* Task instructions
Select all lines in the records that include "dead".

* Extracted records
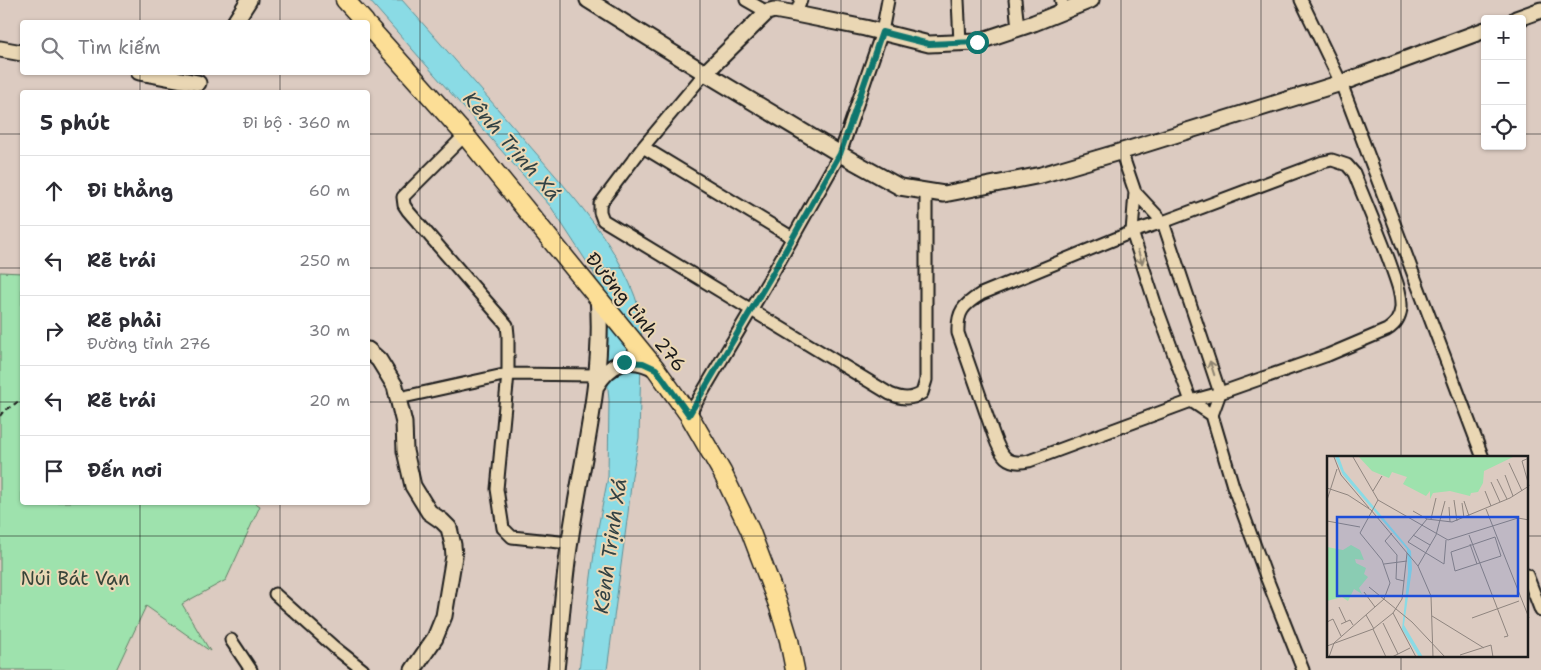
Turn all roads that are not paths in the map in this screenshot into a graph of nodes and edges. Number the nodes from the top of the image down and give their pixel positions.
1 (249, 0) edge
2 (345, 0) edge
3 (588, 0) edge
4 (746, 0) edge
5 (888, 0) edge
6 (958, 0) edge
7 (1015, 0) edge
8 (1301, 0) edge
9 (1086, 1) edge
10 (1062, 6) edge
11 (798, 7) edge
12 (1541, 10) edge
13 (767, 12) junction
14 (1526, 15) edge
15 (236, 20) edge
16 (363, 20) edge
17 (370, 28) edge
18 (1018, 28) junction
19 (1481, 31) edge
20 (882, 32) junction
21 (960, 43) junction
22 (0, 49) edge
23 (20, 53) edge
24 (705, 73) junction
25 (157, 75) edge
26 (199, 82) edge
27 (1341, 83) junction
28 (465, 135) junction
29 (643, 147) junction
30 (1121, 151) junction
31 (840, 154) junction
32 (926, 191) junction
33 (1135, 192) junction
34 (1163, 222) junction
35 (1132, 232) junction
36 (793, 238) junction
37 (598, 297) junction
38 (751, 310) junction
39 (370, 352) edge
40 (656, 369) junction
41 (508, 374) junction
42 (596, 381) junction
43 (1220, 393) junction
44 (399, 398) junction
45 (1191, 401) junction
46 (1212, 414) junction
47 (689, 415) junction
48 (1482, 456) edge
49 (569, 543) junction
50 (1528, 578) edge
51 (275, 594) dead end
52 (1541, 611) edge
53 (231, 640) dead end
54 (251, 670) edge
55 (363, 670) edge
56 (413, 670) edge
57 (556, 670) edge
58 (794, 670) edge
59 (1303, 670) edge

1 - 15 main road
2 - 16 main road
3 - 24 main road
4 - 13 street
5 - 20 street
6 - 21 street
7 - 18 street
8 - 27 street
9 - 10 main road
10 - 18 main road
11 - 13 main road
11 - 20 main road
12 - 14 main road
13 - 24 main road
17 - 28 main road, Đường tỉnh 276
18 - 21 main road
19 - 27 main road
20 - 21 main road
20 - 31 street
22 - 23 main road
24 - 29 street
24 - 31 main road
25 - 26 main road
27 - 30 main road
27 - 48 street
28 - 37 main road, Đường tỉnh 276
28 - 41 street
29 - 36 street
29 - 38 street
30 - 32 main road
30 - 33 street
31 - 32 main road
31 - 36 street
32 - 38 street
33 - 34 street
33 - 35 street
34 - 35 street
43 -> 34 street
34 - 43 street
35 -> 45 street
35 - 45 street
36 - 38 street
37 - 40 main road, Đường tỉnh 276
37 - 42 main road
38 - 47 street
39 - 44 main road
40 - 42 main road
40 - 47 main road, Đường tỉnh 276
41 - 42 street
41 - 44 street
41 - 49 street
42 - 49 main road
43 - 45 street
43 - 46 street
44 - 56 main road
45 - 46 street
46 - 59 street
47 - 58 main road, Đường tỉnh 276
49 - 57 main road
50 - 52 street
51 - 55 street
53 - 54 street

* Task response
51 (275, 594) dead end
53 (231, 640) dead end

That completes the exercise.